(Provided material Opens)
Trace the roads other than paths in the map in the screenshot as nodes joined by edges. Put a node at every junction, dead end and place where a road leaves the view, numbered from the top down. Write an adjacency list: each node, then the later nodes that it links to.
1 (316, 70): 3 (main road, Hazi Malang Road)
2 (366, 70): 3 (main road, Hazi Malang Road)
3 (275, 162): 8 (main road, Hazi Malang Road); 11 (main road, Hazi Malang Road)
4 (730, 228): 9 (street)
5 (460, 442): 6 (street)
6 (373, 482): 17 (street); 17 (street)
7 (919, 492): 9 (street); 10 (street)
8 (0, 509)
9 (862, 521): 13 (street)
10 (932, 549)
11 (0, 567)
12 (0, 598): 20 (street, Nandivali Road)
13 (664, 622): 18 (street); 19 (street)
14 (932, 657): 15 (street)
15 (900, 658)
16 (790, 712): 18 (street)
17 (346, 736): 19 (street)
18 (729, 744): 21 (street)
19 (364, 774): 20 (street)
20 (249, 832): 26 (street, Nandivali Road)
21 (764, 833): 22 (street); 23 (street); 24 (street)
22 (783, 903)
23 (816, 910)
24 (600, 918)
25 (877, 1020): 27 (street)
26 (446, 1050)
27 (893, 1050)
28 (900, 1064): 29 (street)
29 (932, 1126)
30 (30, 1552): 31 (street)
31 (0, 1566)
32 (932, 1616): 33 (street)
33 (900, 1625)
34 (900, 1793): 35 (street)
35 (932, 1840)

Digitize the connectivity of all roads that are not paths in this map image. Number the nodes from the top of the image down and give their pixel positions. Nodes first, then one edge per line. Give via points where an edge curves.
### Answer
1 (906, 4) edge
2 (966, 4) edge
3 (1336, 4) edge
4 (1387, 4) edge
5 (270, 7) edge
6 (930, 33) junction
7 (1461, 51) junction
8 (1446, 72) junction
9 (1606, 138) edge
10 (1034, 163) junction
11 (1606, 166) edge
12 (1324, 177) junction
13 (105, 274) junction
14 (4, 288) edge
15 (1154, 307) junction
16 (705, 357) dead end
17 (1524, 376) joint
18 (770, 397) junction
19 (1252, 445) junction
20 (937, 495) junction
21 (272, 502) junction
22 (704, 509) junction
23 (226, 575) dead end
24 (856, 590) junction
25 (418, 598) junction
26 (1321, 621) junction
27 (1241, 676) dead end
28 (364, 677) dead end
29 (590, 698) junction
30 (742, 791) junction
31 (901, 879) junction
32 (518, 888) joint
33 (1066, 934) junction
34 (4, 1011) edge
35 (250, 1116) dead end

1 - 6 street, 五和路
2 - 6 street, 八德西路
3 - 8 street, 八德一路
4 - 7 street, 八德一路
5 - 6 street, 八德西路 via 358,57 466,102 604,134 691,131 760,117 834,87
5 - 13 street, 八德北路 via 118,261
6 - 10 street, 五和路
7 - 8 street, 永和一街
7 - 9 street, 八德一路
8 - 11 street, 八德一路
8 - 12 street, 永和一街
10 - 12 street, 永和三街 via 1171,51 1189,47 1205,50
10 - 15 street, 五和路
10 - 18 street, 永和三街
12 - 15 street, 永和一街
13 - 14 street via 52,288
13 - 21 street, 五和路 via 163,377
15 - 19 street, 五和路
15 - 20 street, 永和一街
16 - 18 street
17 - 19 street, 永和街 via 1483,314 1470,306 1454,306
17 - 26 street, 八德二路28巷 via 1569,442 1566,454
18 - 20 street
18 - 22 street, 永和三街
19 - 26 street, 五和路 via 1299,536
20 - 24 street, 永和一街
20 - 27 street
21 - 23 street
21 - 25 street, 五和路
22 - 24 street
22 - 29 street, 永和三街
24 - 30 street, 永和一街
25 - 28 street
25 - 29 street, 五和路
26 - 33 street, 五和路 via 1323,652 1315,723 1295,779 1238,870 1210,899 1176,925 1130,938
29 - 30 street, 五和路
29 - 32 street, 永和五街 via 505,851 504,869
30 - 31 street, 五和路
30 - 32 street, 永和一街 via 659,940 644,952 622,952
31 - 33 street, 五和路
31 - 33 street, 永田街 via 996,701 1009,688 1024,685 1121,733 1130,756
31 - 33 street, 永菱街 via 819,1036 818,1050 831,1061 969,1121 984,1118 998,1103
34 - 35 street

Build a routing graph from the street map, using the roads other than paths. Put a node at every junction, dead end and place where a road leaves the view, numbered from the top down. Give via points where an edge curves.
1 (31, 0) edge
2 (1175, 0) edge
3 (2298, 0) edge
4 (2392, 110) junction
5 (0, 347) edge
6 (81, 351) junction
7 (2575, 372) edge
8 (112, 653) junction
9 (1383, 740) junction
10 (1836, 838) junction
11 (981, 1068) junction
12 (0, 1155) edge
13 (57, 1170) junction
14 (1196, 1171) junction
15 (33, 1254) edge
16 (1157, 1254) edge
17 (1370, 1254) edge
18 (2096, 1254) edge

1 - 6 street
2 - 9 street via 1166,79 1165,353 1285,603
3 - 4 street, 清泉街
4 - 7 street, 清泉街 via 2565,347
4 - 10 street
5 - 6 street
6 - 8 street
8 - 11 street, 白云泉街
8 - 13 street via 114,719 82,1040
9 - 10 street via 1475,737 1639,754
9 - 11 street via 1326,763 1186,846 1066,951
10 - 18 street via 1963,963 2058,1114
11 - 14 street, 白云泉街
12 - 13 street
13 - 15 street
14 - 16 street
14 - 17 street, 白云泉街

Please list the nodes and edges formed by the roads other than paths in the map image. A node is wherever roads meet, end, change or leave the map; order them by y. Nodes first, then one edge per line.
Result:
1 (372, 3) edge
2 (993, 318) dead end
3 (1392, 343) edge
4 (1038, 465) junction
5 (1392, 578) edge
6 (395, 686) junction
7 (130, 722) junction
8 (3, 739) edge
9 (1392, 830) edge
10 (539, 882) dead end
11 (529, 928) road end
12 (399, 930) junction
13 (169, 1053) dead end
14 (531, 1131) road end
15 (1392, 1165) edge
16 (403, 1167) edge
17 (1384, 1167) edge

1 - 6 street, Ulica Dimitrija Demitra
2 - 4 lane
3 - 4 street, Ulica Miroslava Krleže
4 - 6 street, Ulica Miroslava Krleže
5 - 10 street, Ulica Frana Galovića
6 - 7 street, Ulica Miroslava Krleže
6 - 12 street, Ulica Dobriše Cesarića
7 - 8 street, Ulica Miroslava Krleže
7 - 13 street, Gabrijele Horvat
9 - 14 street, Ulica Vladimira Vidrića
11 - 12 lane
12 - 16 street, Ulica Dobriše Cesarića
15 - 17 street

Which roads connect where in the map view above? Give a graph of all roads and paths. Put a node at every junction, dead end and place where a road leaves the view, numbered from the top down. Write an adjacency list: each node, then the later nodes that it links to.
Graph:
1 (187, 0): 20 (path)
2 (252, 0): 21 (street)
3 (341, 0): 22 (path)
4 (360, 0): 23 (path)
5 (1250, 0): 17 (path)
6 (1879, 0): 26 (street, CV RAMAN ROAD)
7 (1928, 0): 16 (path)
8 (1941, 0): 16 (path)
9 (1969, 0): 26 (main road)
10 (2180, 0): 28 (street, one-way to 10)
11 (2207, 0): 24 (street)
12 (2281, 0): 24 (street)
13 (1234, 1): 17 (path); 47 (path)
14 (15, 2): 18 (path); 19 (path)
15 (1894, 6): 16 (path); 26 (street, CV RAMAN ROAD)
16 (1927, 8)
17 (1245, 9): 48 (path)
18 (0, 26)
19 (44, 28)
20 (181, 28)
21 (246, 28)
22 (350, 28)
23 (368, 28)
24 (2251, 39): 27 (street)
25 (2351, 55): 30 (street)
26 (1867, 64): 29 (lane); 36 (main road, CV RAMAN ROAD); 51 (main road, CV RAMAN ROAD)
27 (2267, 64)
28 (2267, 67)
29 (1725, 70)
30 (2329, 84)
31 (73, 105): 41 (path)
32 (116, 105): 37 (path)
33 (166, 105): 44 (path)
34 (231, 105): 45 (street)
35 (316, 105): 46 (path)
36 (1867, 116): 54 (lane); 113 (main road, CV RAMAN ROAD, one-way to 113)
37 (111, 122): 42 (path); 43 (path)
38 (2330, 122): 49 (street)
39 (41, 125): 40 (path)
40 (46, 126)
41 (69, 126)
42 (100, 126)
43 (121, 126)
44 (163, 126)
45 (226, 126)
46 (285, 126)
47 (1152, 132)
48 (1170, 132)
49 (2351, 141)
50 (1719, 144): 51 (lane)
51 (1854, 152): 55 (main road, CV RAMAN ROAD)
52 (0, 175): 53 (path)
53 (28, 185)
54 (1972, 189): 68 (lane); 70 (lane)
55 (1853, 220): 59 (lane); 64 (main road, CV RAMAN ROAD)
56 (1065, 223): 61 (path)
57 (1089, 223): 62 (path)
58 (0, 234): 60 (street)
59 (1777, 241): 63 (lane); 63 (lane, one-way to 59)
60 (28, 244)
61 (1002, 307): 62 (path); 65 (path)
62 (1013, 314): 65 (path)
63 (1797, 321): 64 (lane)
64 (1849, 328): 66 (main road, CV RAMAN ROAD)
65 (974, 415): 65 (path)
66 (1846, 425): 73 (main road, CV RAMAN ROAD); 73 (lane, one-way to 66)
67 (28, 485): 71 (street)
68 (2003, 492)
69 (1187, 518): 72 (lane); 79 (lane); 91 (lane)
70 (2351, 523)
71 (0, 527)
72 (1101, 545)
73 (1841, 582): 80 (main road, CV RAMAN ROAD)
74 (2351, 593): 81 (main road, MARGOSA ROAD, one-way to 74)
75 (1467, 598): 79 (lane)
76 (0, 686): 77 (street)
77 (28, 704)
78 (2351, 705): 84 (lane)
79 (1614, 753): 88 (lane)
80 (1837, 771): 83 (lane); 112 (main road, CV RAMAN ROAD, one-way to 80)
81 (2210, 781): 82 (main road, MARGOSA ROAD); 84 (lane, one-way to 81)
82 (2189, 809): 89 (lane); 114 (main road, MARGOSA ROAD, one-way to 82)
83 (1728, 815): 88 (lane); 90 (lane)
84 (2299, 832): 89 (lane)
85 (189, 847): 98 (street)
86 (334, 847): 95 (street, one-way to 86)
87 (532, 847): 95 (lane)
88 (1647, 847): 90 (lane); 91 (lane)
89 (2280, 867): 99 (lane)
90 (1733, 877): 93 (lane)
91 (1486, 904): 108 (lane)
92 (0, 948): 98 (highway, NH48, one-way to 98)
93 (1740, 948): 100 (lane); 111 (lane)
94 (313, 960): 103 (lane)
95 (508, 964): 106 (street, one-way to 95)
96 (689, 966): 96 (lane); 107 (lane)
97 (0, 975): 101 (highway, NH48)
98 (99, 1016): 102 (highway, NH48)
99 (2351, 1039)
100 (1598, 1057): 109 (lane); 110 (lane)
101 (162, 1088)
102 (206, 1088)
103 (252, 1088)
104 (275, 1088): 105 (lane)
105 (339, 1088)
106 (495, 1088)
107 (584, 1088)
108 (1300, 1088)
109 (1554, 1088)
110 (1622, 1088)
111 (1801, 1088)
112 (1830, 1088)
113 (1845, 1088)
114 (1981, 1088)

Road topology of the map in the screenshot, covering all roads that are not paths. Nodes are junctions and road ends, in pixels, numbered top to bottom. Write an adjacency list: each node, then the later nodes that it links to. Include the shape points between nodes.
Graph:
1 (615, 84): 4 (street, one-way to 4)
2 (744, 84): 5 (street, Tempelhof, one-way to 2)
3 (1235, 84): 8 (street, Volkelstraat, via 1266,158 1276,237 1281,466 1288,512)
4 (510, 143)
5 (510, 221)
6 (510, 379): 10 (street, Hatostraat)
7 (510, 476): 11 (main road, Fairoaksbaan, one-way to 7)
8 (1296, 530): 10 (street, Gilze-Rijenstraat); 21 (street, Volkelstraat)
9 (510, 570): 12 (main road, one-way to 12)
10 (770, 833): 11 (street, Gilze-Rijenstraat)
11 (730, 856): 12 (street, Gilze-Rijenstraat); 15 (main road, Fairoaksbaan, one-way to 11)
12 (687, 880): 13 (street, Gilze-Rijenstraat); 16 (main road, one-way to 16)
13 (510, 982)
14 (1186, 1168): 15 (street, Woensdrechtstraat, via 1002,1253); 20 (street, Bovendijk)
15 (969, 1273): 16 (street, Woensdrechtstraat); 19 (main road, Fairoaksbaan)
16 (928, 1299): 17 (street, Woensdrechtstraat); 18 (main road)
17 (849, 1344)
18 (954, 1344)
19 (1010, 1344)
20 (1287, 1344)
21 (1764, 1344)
(Provided material Closes)
§ What is required
Wherever a line of the data holds "Nandivali", copy that line.

§ Output for this task
12 (0, 598): 20 (street, Nandivali Road)
20 (249, 832): 26 (street, Nandivali Road)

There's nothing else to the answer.